There are ways to head off other people’s shaky snap judgments, by being mindful of how they might see you. Some visual cues are beyond a person’s control. Faces with a wider distance between the eyes and eyebrows are seen as more trustworthy, research shows.

But people who use and teach these skills, including actors and courtroom trial strategists, say you can control other visual cues. A happy expression, with the corners of the mouth turned upward and eyebrows relaxed, is likely to inspire trust, research shows. People teamed in an investment game with online partners whose facial images appeared friendly and reliable entrusted their partners with 42% more money than those whose partners looked downbeat and threatening, says a 2012 study by British and U.S. researchers.

Facial expressions are important even when you think no one is looking. People tend to distrust others whose “dominant face,” or habitual expression, is grumpy, disapproving or angry, says Judson Vaughn, an impression-management consultant. And suddenly switching that downbeat expression to a 1,000-watt smile, just because someone is looking, is likely to undermine trust even more, he says.

Mr. Vaughn, a former character actor, says casting directors’ snap judgments about him, based on fleeting first impressions in the audition room, used to cost him roles he wanted in TV and film years ago.

He began adapting his facial expression, body language and stance the moment he entered the room to suit the role he wanted. Mr. Vaughn landed more roles as a trustworthy good guy by wearing a pleasant expression that warmed to a smile when he faced the director, shoulders erect, at a respectful distance. Mr. Vaughn, chief executive of First Impressions HQ in Atlanta, also won more bad-guy roles by making sure the director’s first impression was of a shifty character—by hunching his shoulders, wearing a hostile expression and eyeing the director askance.

Lisa Peers, an actor and workplace-communications coach, advises clients to prepare themselves mentally to impress new acquaintances by pausing for a few moments beforehand to think about what they want to accomplish with the other person.

She recommends using breathing techniques to foster relaxed, confident movement, and striving for “symmetry in your stance, with your shoulders straight and even. That first entrance in the room is the same as that first entrance of your character on stage,” says Ms. Peers, chief executive of Peers & Players, a workplace-communication training firm in San Francisco.

When Ms. Blair greets a new acquaintance, she avoids sending mixed messages.
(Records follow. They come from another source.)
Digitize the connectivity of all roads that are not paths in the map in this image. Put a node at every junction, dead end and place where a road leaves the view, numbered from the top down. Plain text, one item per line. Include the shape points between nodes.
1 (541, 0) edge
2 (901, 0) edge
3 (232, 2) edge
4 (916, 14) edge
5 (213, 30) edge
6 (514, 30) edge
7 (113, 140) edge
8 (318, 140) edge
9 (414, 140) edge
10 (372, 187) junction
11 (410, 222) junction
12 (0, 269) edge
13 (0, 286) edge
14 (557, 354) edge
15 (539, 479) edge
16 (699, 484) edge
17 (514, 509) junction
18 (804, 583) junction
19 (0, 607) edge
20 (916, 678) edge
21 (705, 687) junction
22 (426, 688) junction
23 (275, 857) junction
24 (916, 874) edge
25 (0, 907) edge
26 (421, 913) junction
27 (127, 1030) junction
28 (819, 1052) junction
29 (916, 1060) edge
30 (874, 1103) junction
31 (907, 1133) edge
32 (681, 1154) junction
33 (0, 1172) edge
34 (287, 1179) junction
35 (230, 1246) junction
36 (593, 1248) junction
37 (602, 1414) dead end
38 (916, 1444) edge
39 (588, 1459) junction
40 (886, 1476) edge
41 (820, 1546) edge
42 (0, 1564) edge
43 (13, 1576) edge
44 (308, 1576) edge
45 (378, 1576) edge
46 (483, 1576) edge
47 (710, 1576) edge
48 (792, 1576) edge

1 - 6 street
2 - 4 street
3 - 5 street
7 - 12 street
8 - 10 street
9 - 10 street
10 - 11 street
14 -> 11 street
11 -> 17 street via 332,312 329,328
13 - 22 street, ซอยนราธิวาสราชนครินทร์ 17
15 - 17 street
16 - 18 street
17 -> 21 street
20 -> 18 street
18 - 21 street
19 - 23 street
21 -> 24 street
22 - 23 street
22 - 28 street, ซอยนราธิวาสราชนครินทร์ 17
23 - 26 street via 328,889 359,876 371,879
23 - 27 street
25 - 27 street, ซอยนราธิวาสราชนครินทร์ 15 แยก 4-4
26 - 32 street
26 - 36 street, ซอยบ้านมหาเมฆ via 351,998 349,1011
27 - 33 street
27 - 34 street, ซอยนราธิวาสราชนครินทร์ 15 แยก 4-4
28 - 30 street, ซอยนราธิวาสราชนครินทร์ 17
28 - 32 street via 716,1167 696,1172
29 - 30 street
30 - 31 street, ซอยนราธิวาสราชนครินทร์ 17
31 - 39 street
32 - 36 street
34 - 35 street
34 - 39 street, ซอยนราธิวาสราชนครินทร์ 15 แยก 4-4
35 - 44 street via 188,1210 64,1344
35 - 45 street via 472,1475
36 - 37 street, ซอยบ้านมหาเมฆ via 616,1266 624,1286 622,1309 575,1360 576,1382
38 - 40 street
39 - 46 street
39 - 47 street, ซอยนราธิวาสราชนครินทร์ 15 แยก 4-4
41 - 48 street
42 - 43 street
She stands with her hands relaxed and visible at her side, rather than hidden in her pockets or crossed defensively in front of her. This suggests that your warm greeting is genuine and you have no secret agenda or need to protect yourself, she says.

Mr. Vaughn also advises adjusting your stance and posture, leaning or turning toward the other person to show you’re focused intently on what he or she is thinking and feeling. Rather than extending your arm stiffly to shake hands at a distance, relax your arm and lower your elbow to your side, drawing the other person closer to you, he says. “This shows you’ve made a subconscious decision to trust the person, without having spoken a word,” he says.

Stephen Colavito used Mr. Vaughn’s techniques in an arbitration case against a former employer years ago. He consciously maintained a confident, positive facial expression throughout the proceedings, even when the opposing attorney asked tough questions, or other participants said things he didn’t agree with. Mr. Colavito also turned in his seat when testifying to face the person he most wanted to engage—the arbitrator—leaning toward him and speaking in a focused, positive way. He won the case.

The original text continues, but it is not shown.